GOAL OF THE EXERCISE: For every entry that follows, return the words exactly and omit any picture.

===== RECORDS SHOWN

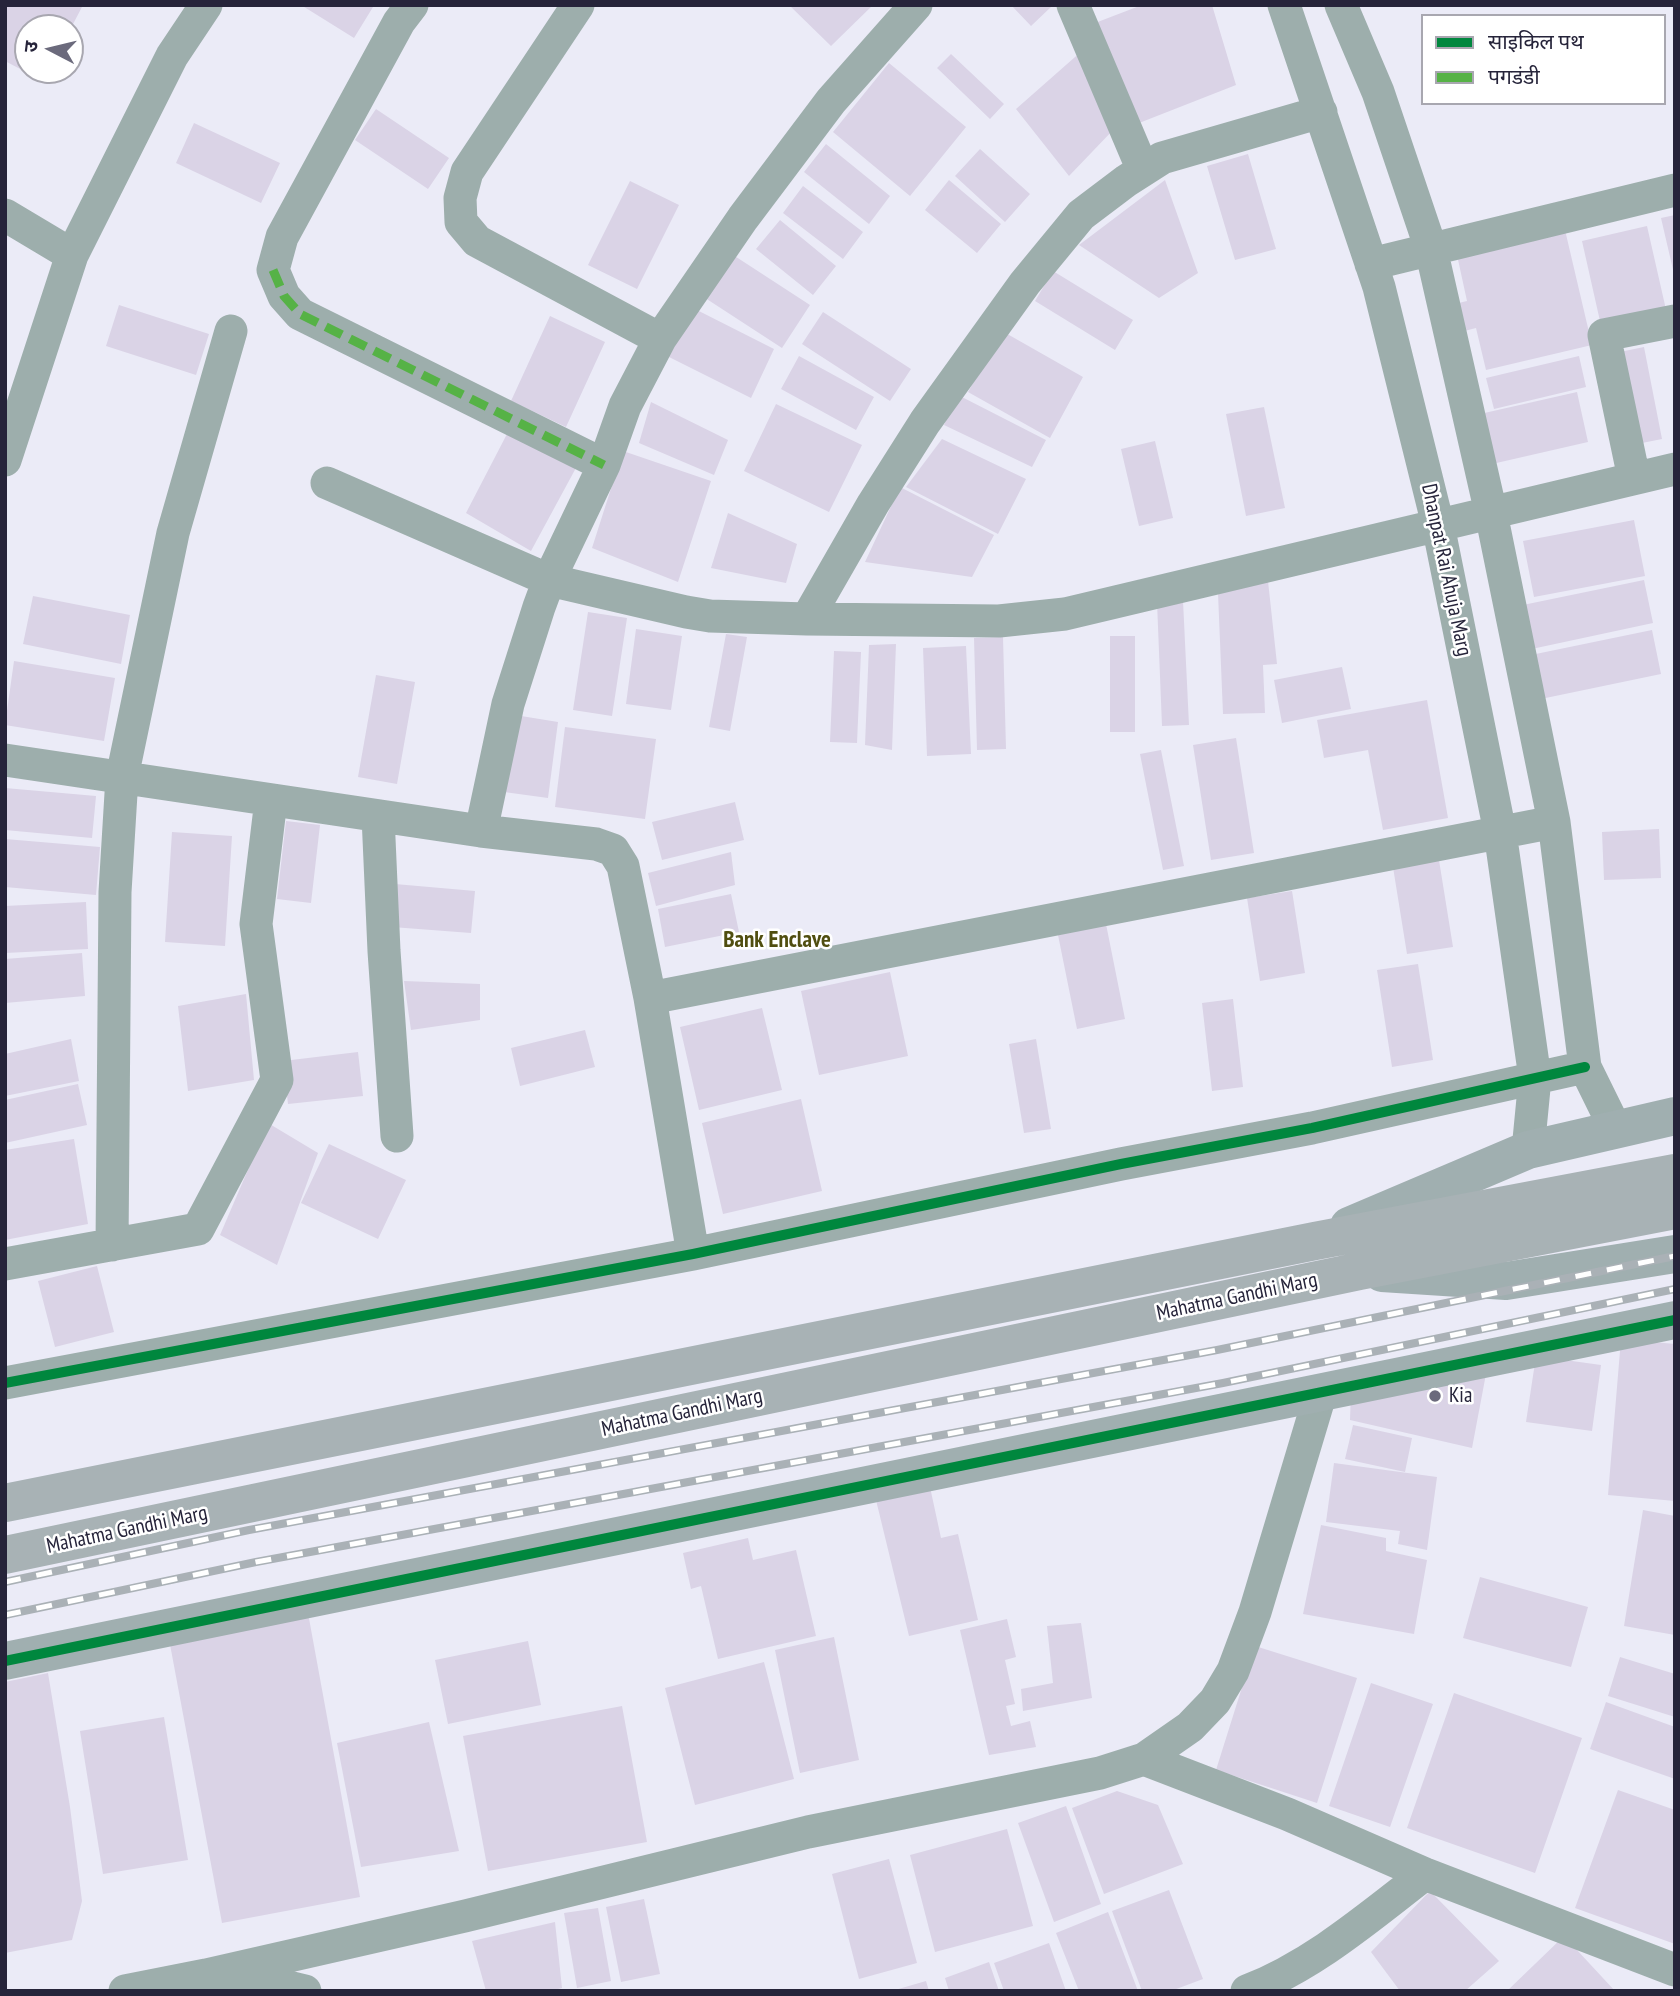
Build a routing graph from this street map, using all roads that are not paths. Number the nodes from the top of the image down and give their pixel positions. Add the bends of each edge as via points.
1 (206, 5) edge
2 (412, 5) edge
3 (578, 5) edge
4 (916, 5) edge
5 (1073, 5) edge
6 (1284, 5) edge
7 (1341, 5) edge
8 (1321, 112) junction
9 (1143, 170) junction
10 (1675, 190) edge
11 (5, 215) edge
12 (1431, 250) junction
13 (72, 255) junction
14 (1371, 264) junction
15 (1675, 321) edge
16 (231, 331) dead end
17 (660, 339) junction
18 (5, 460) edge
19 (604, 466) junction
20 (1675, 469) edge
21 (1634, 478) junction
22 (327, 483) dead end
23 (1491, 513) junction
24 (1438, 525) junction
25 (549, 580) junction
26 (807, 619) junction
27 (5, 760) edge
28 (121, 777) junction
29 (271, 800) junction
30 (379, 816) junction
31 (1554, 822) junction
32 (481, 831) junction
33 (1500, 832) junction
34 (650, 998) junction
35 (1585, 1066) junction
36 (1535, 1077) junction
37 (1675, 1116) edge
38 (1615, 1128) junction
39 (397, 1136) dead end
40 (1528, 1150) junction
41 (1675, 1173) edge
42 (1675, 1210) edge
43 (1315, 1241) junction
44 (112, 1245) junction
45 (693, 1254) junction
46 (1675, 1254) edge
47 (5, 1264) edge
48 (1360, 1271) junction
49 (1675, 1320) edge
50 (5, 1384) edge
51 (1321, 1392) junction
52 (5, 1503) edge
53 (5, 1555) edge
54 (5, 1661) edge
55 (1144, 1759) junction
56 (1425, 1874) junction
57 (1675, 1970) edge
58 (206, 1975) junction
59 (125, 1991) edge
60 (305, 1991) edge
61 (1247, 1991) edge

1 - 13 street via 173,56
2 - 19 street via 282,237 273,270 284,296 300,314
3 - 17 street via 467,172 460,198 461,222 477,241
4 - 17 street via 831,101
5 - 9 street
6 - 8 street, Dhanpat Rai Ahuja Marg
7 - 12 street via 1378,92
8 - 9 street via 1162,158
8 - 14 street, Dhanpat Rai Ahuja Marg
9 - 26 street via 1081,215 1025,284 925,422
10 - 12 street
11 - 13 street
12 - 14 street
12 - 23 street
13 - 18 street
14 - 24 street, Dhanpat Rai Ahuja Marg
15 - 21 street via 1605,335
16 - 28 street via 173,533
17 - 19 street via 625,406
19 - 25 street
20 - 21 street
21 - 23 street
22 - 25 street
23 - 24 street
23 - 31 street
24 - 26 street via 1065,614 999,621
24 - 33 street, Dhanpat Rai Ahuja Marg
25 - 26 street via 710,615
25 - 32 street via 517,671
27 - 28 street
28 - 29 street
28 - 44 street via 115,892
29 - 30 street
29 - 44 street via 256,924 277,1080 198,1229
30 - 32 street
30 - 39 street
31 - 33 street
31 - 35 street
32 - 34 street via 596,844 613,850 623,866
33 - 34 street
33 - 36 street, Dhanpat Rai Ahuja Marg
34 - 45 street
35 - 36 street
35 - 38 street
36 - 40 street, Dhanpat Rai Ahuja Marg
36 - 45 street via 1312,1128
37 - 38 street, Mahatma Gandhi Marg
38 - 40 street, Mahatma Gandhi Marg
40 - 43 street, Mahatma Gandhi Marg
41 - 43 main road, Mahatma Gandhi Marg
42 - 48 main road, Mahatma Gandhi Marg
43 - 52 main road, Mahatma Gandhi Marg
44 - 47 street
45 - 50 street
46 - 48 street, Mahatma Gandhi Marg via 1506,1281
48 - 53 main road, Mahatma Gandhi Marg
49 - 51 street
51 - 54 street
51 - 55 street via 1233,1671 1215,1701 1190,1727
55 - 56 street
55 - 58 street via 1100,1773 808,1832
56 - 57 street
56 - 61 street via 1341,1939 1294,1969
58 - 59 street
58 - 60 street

==========

EXERCISE OUTPUT:
Build a routing graph from this street map, using all roads that are not paths. Number the nodes from the top of the image down and give their pixel positions. Add the bends of each edge as via points.
1 (206, 5) edge
2 (412, 5) edge
3 (578, 5) edge
4 (916, 5) edge
5 (1073, 5) edge
6 (1284, 5) edge
7 (1341, 5) edge
8 (1321, 112) junction
9 (1143, 170) junction
10 (1675, 190) edge
11 (5, 215) edge
12 (1431, 250) junction
13 (72, 255) junction
14 (1371, 264) junction
15 (1675, 321) edge
16 (231, 331) dead end
17 (660, 339) junction
18 (5, 460) edge
19 (604, 466) junction
20 (1675, 469) edge
21 (1634, 478) junction
22 (327, 483) dead end
23 (1491, 513) junction
24 (1438, 525) junction
25 (549, 580) junction
26 (807, 619) junction
27 (5, 760) edge
28 (121, 777) junction
29 (271, 800) junction
30 (379, 816) junction
31 (1554, 822) junction
32 (481, 831) junction
33 (1500, 832) junction
34 (650, 998) junction
35 (1585, 1066) junction
36 (1535, 1077) junction
37 (1675, 1116) edge
38 (1615, 1128) junction
39 (397, 1136) dead end
40 (1528, 1150) junction
41 (1675, 1173) edge
42 (1675, 1210) edge
43 (1315, 1241) junction
44 (112, 1245) junction
45 (693, 1254) junction
46 (1675, 1254) edge
47 (5, 1264) edge
48 (1360, 1271) junction
49 (1675, 1320) edge
50 (5, 1384) edge
51 (1321, 1392) junction
52 (5, 1503) edge
53 (5, 1555) edge
54 (5, 1661) edge
55 (1144, 1759) junction
56 (1425, 1874) junction
57 (1675, 1970) edge
58 (206, 1975) junction
59 (125, 1991) edge
60 (305, 1991) edge
61 (1247, 1991) edge

1 - 13 street via 173,56
2 - 19 street via 282,237 273,270 284,296 300,314
3 - 17 street via 467,172 460,198 461,222 477,241
4 - 17 street via 831,101
5 - 9 street
6 - 8 street, Dhanpat Rai Ahuja Marg
7 - 12 street via 1378,92
8 - 9 street via 1162,158
8 - 14 street, Dhanpat Rai Ahuja Marg
9 - 26 street via 1081,215 1025,284 925,422
10 - 12 street
11 - 13 street
12 - 14 street
12 - 23 street
13 - 18 street
14 - 24 street, Dhanpat Rai Ahuja Marg
15 - 21 street via 1605,335
16 - 28 street via 173,533
17 - 19 street via 625,406
19 - 25 street
20 - 21 street
21 - 23 street
22 - 25 street
23 - 24 street
23 - 31 street
24 - 26 street via 1065,614 999,621
24 - 33 street, Dhanpat Rai Ahuja Marg
25 - 26 street via 710,615
25 - 32 street via 517,671
27 - 28 street
28 - 29 street
28 - 44 street via 115,892
29 - 30 street
29 - 44 street via 256,924 277,1080 198,1229
30 - 32 street
30 - 39 street
31 - 33 street
31 - 35 street
32 - 34 street via 596,844 613,850 623,866
33 - 34 street
33 - 36 street, Dhanpat Rai Ahuja Marg
34 - 45 street
35 - 36 street
35 - 38 street
36 - 40 street, Dhanpat Rai Ahuja Marg
36 - 45 street via 1312,1128
37 - 38 street, Mahatma Gandhi Marg
38 - 40 street, Mahatma Gandhi Marg
40 - 43 street, Mahatma Gandhi Marg
41 - 43 main road, Mahatma Gandhi Marg
42 - 48 main road, Mahatma Gandhi Marg
43 - 52 main road, Mahatma Gandhi Marg
44 - 47 street
45 - 50 street
46 - 48 street, Mahatma Gandhi Marg via 1506,1281
48 - 53 main road, Mahatma Gandhi Marg
49 - 51 street
51 - 54 street
51 - 55 street via 1233,1671 1215,1701 1190,1727
55 - 56 street
55 - 58 street via 1100,1773 808,1832
56 - 57 street
56 - 61 street via 1341,1939 1294,1969
58 - 59 street
58 - 60 street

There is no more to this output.